Shares in mobile telecom gear maker Ericsson rose sharply on Friday, defying weak first-quarter results, as investors took heart from falling costs and prospects for a recovery.

Ericsson shares were up 5.6 percent at 5:11 a.m. ET, making them the best performers in the European technology sector <.SX8P>.

The market is buying the bottom of the cycle, said Pierre Ferragu, analyst at Sanford Bernstein.

What the quarter said is that Ericsson has pricing power, can increase its gross margin, Ferragu said. The cost cutting is paying off... and you buy on that.

The telecom equipment market contracted sharply in 2009 as the global downturn forced phone companies to keep a tight rein on costs. Ericsson said little had changed in the first three months of the year.

Its sales fell 9 percent year-on-year, the same pace as rival Nokia Siemens Networks, which reported on Thursday.

The majority of analyst forecasts are for meager market growth at best in 2010 and competition -- especially from Chinese vendors -- is also set to remain fierce.

However, Ericsson has dramatically reduced its cost base to drive up margins and analysts said the first quarter could mark the low point for the sector.

The gross margin was excellent, and the comments they made at the press conference suggest that a lot of that was sustainable, Stuart Jeffrey, analyst at Nomura Securities.

High gross margins as and when a cyclical recovery comes through do give you more scope to drive earnings, even if their revenue in Q1 suggests the turnaround is taking longer than hoped for.

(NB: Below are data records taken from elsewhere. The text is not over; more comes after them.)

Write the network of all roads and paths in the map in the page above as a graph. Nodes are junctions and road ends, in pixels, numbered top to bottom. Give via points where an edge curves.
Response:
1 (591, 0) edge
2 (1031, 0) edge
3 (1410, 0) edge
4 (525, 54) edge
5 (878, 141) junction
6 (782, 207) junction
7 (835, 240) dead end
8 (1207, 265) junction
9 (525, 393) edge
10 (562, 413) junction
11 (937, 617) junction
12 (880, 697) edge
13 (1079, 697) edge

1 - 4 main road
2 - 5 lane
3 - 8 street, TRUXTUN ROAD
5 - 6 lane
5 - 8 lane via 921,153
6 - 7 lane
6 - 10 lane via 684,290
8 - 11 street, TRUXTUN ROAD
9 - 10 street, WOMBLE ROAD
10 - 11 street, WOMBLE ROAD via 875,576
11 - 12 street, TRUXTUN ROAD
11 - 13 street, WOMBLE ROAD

Ericsson saw its gross margin rise to 39 percent, up from 36 percent a year earlier.

LOWER SALES

Operating profit, excluding joint ventures and restructuring costs, was 4.5 billion Swedish crowns ($625 million) against a forecast of 4.8 billion in a Reuters poll of analysts and 4.7 billion in the year-ago period.

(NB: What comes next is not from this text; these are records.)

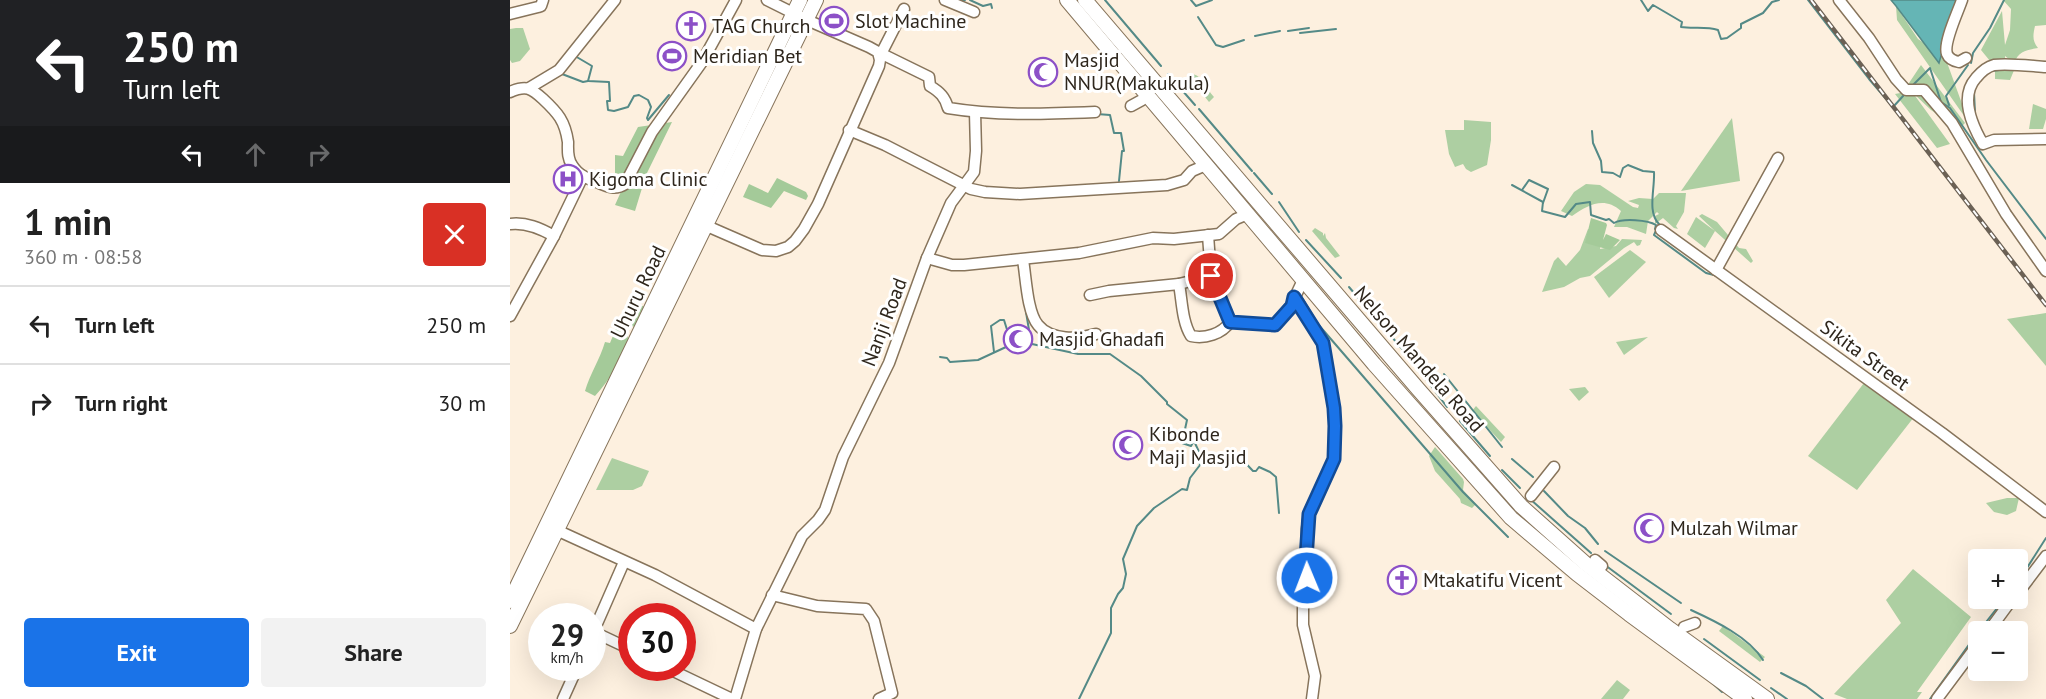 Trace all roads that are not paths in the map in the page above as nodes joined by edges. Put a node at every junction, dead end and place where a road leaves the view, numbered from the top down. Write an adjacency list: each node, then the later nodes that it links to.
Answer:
1 (543, 0): 14 (street)
2 (615, 0): 22 (street)
3 (736, 0): 32 (street)
4 (767, 0): 15 (street)
5 (800, 0): 15 (main road, Uhuru Road)
6 (816, 0): 16 (main road, Uhuru Road)
7 (945, 0): 13 (street)
8 (1067, 0): 31 (main road, Nelson Mandela Road)
9 (1085, 0): 34 (main road, Nelson Mandela Road)
10 (1839, 0): 44 (street)
11 (1962, 0): 18 (street)
12 (904, 9): 17 (street)
13 (974, 12)
14 (510, 14)
15 (793, 14): 16 (street); 36 (main road, Uhuru Road)
16 (807, 20): 17 (street); 36 (main road, Uhuru Road)
17 (880, 53): 26 (street); 28 (street)
18 (1966, 58): 20 (street); 21 (street)
19 (2046, 67): 20 (street)
20 (1983, 70): 21 (street)
21 (1973, 81): 29 (street)
22 (529, 88): 23 (street); 32 (street)
23 (511, 91)
24 (1142, 100): 25 (street)
25 (1131, 106)
26 (975, 112): 27 (street); 33 (street, Nanji Road)
27 (1095, 112)
28 (849, 130): 33 (street); 36 (street)
29 (2046, 139)
30 (1778, 158): 43 (street)
31 (1206, 165): 33 (street); 35 (main road, Nelson Mandela Road)
32 (583, 176): 40 (street)
33 (963, 184): 41 (street, Nanji Road)
34 (1261, 206): 35 (street); 73 (main road, Nelson Mandela Road)
35 (1252, 220): 39 (street); 46 (main road, Nelson Mandela Road)
36 (700, 223): 56 (main road, Uhuru Road); 56 (main road, Uhuru Road)
37 (510, 224): 40 (street)
38 (1661, 230): 43 (street, Sikita Street)
39 (1208, 235): 42 (street); 45 (street)
40 (554, 236): 50 (street)
41 (927, 258): 42 (street); 60 (street, Nanji Road)
42 (1023, 260): 52 (street)
43 (1716, 270): 55 (street, Sikita Street)
44 (2046, 271)
45 (1211, 276): 47 (street); 51 (street)
46 (1303, 280): 49 (street); 72 (main road, Nelson Mandela Road)
47 (1179, 284): 48 (street); 51 (street)
48 (1090, 296)
49 (1299, 300): 51 (street); 71 (street)
50 (510, 316)
51 (1230, 322)
52 (1096, 334)
53 (1554, 467): 54 (street)
54 (1531, 496)
55 (2046, 512)
56 (552, 528): 58 (street); 61 (main road, Uhuru Road); 63 (main road, Uhuru Road)
57 (2046, 556): 59 (street)
58 (624, 562): 62 (street); 64 (street)
59 (2028, 580)
60 (772, 595): 64 (street, Nanji Road); 70 (street)
61 (510, 601)
62 (606, 603)
63 (510, 626)
64 (756, 629): 69 (street, Nanji Road)
65 (1968, 657): 74 (street)
66 (571, 681): 68 (street)
67 (695, 681): 69 (street)
68 (563, 699)
69 (733, 699)
70 (879, 699)
71 (1312, 699)
72 (1745, 699)
73 (1767, 699)
74 (1937, 699)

Sales were 45.1 billion crowns, 7 percent less than the market expected. Sales in the key network unit were down 14 percent year-on-year, hit particularly in emerging markets.

Sales were down 15 percent in China and North East Asia and 43 percent in India. China was Ericsson's second biggest market in 2009 after the United States with India in third place.

You know that emerging markets are coming back sooner or later, the only question is when emerging markets are coming back, what is the margin doing? said Sanford Bernstein's Ferragu.

He said that including joint ventures, he expected Ericsson's operating margin to rise to around 13 percent toward the end of the year from around 9.5 percent in the first quarter, boosted by a seasonal improvement in core business and better results at Sony Ericsson and ST-Ericsson.

Rival Nokia Siemens Networks repeated on Thursday it expected no growth in the equipment market this year in euro terms. Cost cuts helped it swing to a small, but unexpected, profit in the first quarter.